While it is “a small project in terms of its footprint”, Dubai’s 3D-printed Office of the Future is a landmark development, thanks to the possibilities it opens up for the UAE’s construction industry. These were the views of Ben Piper, principal and partner at Killa Design, the company that provided detailed architectural design services for the 3D-printed structure. 

Piper delivered a presentation outlining the major design and technological elements that were considered during the development of the building, which was unveiled this May.  

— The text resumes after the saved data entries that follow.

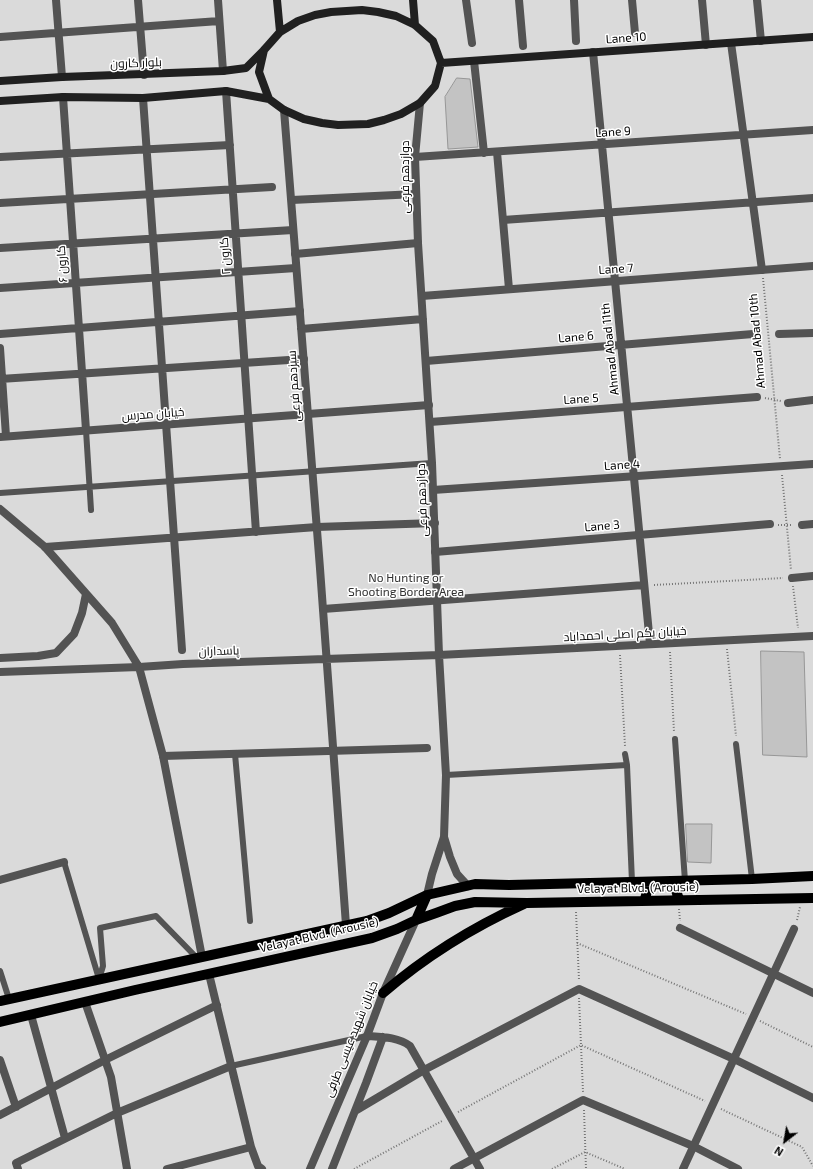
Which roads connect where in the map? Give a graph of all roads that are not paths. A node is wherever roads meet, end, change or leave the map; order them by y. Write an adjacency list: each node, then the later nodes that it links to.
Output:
1 (56, 0): 16 (street)
2 (138, 0): 14 (street)
3 (218, 0): 12 (street)
4 (278, 0): 15 (main road)
5 (413, 0): 13 (main road)
6 (466, 0): 22 (street)
7 (519, 0): 25 (street)
8 (574, 0): 20 (street)
9 (632, 0): 17 (street)
10 (702, 0): 24 (street)
11 (757, 0): 21 (street)
12 (219, 21): 14 (street); 30 (street)
13 (416, 25): 15 (main road, بلوار کارون); 29 (main road, بلوار کارون)
14 (140, 27): 16 (street); 31 (street)
15 (280, 32): 26 (main road, بلوار کارون)
16 (59, 33): 18 (street); 32 (street)
17 (635, 33)
18 (0, 37)
19 (813, 37): 21 (main road, Lane 10)
20 (576, 41)
21 (760, 41): 23 (main road, Lane 10)
22 (472, 43)
23 (731, 43): 24 (main road, Lane 10); 42 (street)
24 (706, 45): 27 (main road, Lane 10)
25 (523, 46)
26 (264, 50): 30 (main road, بلوار کارون); 37 (main road)
27 (593, 52): 28 (main road, Lane 10); 44 (street, Ahmad Abad 11th)
28 (474, 60): 29 (main road, Lane 10); 47 (street)
29 (441, 63): 39 (main road)
30 (223, 71): 31 (main road, بلوار کارون)
31 (144, 74): 32 (main road, بلوار کارون)
32 (62, 77): 33 (main road, بلوار کارون)
33 (0, 81)
34 (226, 92): 36 (main road); 37 (main road); 43 (street, کارون ۲)
35 (63, 97): 36 (main road); 38 (main road); 48 (street, کارون ۶)
36 (143, 98): 45 (street)
37 (269, 99): 40 (main road)
38 (0, 101)
39 (420, 103): 40 (main road); 50 (street, دوازدهم فرعی)
40 (284, 110): 57 (street, سیزدهم فرعی)
41 (813, 130): 42 (street, Lane 9)
42 (744, 135): 44 (street, Lane 9); 58 (street)
43 (230, 145): 45 (street); 52 (street, کارون ۲)
44 (602, 145): 46 (street, Lane 9); 60 (street, Ahmad Abad 11th)
45 (146, 150): 48 (street); 53 (street)
46 (497, 152): 47 (street, Lane 9); 61 (street)
47 (484, 153): 50 (street, Lane 9)
48 (67, 154): 49 (street); 56 (street, کارون ۶)
49 (0, 157)
50 (415, 157): 54 (street, دوازدهم فرعی)
51 (272, 187): 52 (street)
52 (233, 189): 53 (street); 63 (street, کارون ۲)
53 (150, 194): 56 (street); 64 (street)
54 (416, 194): 57 (street); 66 (street, دوازدهم فرعی)
55 (813, 198): 58 (street)
56 (70, 199): 59 (street); 65 (street, کارون ۶)
57 (292, 200): 62 (street, سیزدهم فرعی)
58 (753, 202): 60 (street); 71 (street)
59 (0, 203)
60 (608, 212): 61 (street); 74 (street, Ahmad Abad 11th)
61 (502, 220): 77 (street)
62 (293, 230): 63 (street); 68 (street, سیزدهم فرعی)
63 (236, 234): 64 (street); 72 (street, کارون ۲)
64 (153, 239): 65 (street); 73 (street)
65 (73, 243): 67 (street); 75 (street, کارون ۶)
66 (418, 243): 68 (street); 78 (street, دوازدهم فرعی)
67 (0, 248)
68 (295, 254): 70 (street, سیزدهم فرعی)
69 (813, 266): 71 (street, Lane 7)
70 (296, 268): 72 (street); 79 (street, سیزدهم فرعی)
71 (762, 270): 74 (street, Lane 7)
72 (239, 272): 73 (street); 80 (street, کارون ۲)
73 (156, 278): 75 (street); 82 (street)
74 (615, 281): 77 (street, Lane 7); 89 (street, Ahmad Abad 11th)
75 (76, 283): 76 (street); 83 (street, کارون ۶)
76 (0, 288)
77 (509, 289): 78 (street, Lane 7)
78 (422, 296): 81 (street, دوازدهم فرعی)
79 (300, 311): 80 (street); 84 (street, سیزدهم فرعی)
80 (242, 316): 82 (street); 93 (street, کارون ۲)
81 (423, 319): 84 (street); 92 (street, دوازدهم فرعی)
82 (159, 322): 83 (street); 94 (street)
83 (79, 328): 86 (street); 95 (street, کارون ۶)
84 (301, 329): 91 (street, سیزدهم فرعی)
85 (813, 333): 88 (street)
86 (0, 334)
87 (752, 334): 89 (street, Lane 6)
88 (779, 334)
89 (621, 345): 92 (street, Lane 6); 101 (street, Ahmad Abad 11th)
90 (0, 348): 96 (street)
91 (304, 359): 93 (street); 102 (street, سیزدهم فرعی)
92 (426, 361): 100 (street, دوازدهم فرعی)
93 (245, 363): 94 (street); 103 (street, کارون ۲)
94 (162, 368): 95 (street); 105 (street)
95 (82, 374): 96 (street); 106 (street, کارون ۶)
96 (1, 379): 107 (street)
97 (757, 397): 101 (street, Lane 5)
98 (813, 400): 99 (street)
99 (788, 403)
100 (429, 406): 102 (street, خیابان مدرس); 104 (street, دوازدهم فرعی)
101 (627, 407): 104 (street, Lane 5); 112 (street, Ahmad Abad 11th)
102 (308, 414): 103 (street, خیابان مدرس); 110 (street, سیزدهم فرعی)
103 (249, 419): 105 (street, خیابان مدرس); 111 (street, کارون ۲)
104 (430, 422): 108 (street, دوازدهم فرعی)
105 (166, 425): 106 (street, خیابان مدرس); 113 (street)
106 (86, 430): 107 (street, خیابان مدرس); 114 (lane)
107 (3, 436)
108 (432, 463): 110 (lane); 115 (street, دوازدهم فرعی)
109 (813, 464): 112 (street, Lane 4)
110 (312, 471): 111 (lane); 123 (street, سیزدهم فرعی)
111 (251, 475): 113 (lane); 124 (street, کارون ۲)
112 (634, 476): 115 (street, Lane 4); 125 (street, Ahmad Abad 11th)
113 (170, 481): 114 (lane); 126 (street)
114 (90, 486): 116 (lane); 118 (lane)
115 (433, 490): 119 (street, دوازدهم فرعی)
116 (0, 493)
117 (0, 509): 127 (street)
118 (92, 510)
119 (434, 523): 123 (street); 128 (street, دوازدهم فرعی)
120 (770, 524): 125 (street, Lane 3)
121 (813, 524): 122 (street)
122 (802, 525)
123 (317, 527): 124 (street); 134 (street, سیزدهم فرعی)
124 (256, 532): 126 (street)
125 (640, 535): 128 (street, Lane 3); 131 (street, Ahmad Abad 11th)
126 (174, 537): 127 (street); 137 (street)
127 (45, 547): 132 (street)
128 (435, 552): 133 (street, دوازدهم فرعی)
129 (813, 576): 130 (street)
130 (792, 578)
131 (644, 585): 133 (street); 136 (street, Ahmad Abad 11th)
132 (86, 594): 139 (street); 141 (street)
133 (437, 602): 134 (street); 138 (street, دوازدهم فرعی)
134 (323, 609): 140 (street, سیزدهم فرعی)
135 (813, 636): 136 (street, خیابان یکم اصلی احمداباد)
136 (650, 644): 138 (street, خیابان یکم اصلی احمداباد)
137 (182, 650)
138 (439, 655): 140 (street, پاسداران); 151 (street, دوازدهم فرعی)
139 (0, 658)
140 (327, 659): 141 (street, پاسداران); 146 (street, سیزدهم فرعی)
141 (139, 667): 142 (street, پاسداران); 149 (street)
142 (0, 672)
143 (675, 739): 157 (lane)
144 (736, 744): 155 (lane)
145 (427, 748): 146 (street)
146 (334, 752): 147 (street); 168 (street, سیزدهم فرعی)
147 (235, 754): 149 (street); 167 (lane)
148 (625, 754): 150 (lane)
149 (163, 756): 171 (street)
150 (627, 765): 151 (lane); 158 (lane)
151 (446, 775): 152 (street, دوازدهم فرعی)
152 (444, 837): 160 (street); 161 (street, دوازدهم فرعی)
153 (64, 862): 156 (street); 176 (lane)
154 (813, 876): 155 (main road, Velayat Blvd. (Arousie))
155 (752, 879): 157 (main road, Velayat Blvd. (Arousie))
156 (0, 880)
157 (682, 881): 159 (main road, Velayat Blvd. (Arousie)); 164 (main road)
158 (632, 882): 159 (main road, Velayat Blvd. (Arousie)); 160 (main road, Velayat Blvd. (Arousie))
159 (643, 882): 163 (main road)
160 (468, 886): 161 (main road, Velayat Blvd. (Arousie))
161 (427, 895): 166 (main road); 168 (main road, Velayat Blvd. (Arousie))
162 (813, 898): 164 (main road, Velayat Blvd. (Arousie))
163 (644, 900): 164 (main road, Velayat Blvd. (Arousie)); 165 (main road, Velayat Blvd. (Arousie))
164 (678, 900)
165 (527, 903): 166 (main road, Velayat Blvd. (Arousie)); 179 (main road)
166 (416, 920): 174 (main road, Velayat Blvd. (Arousie)); 179 (street, خیابان شهید عیسی طرفی)
167 (250, 921)
168 (346, 925): 171 (main road, Velayat Blvd. (Arousie))
169 (680, 928): 175 (street)
170 (794, 929): 175 (street)
171 (200, 957): 173 (main road, Velayat Blvd. (Arousie)); 176 (lane)
172 (0, 971): 180 (lane)
173 (131, 972): 176 (main road, Velayat Blvd. (Arousie)); 177 (main road)
174 (209, 974): 177 (main road, Velayat Blvd. (Arousie)); 182 (street)
175 (774, 974): 178 (street); 187 (street)
176 (99, 980): 180 (main road, Velayat Blvd. (Arousie))
177 (135, 990): 181 (main road, Velayat Blvd. (Arousie))
178 (813, 993)
179 (382, 994): 185 (street, خیابان شهید عیسی طرفی)
180 (5, 1000)
181 (85, 1002): 183 (main road, Velayat Blvd. (Arousie)); 189 (street)
182 (217, 1005): 189 (street); 190 (street)
183 (31, 1014): 184 (main road, Velayat Blvd. (Arousie)); 192 (street)
184 (0, 1022)
185 (367, 1036): 186 (street); 190 (lane); 206 (street, خیابان شهید عیسی طرفی)
186 (383, 1037): 191 (street); 195 (street)
187 (734, 1059): 191 (street); 193 (street); 199 (street)
188 (0, 1060): 194 (street)
189 (105, 1060): 192 (street); 196 (street)
190 (231, 1066): 196 (street); 200 (street)
191 (424, 1070): 195 (street); 201 (street)
192 (52, 1088): 194 (street); 198 (street)
193 (813, 1098)
194 (16, 1107): 197 (street)
195 (355, 1111): 207 (street)
196 (117, 1113): 198 (street); 203 (street)
197 (0, 1115)
198 (65, 1138): 202 (street)
199 (693, 1146): 201 (street); 210 (street); 211 (street)
200 (250, 1147): 204 (street); 205 (street)
201 (474, 1158): 208 (street); 209 (street)
202 (18, 1169)
203 (127, 1169)
204 (171, 1169)
205 (262, 1169)
206 (310, 1169)
207 (332, 1169)
208 (454, 1169)
209 (480, 1169)
210 (683, 1169)
211 (738, 1169)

Asserting that 3D printing makes for “really interesting possibilities from a construction perspective, but also from a sustainability and economic point of view”, Piper added: “The machine is pretty simple – it moved in the ‘X’, ‘Y’, and ‘Z’ pattern, printing out semi-liquid concrete that has stability to hold shape as it sets. 

“One of the differences is that with precast, you get homogenous concrete structures, but because [3D-printed concrete] is laid down in layers, you get a ribbed effect [on the structure]. The structural behaviour is also different from in-situ concrete.”

Cassette-shaped structures were 3D printed for the office, and this led to a design challenge for Killa Design, which was tasked with master-planning the site according to the printed structures. 

To avoid creating “one continuous tube of office space”, Killa scattered the cassette-shaped structures’ placement in a way that would allow the spaces to be naturally lit, and add to the project’s overall design. 
“There are certain elements within architecture and design – such as the quality of space and light, the views, security, and durability – that are eternal,” Piper explained. 

“These are the eternal requirements of design, but technology is allowing them to be delivered in a different way. It’s important that we don’t lose sight of what makes good design.”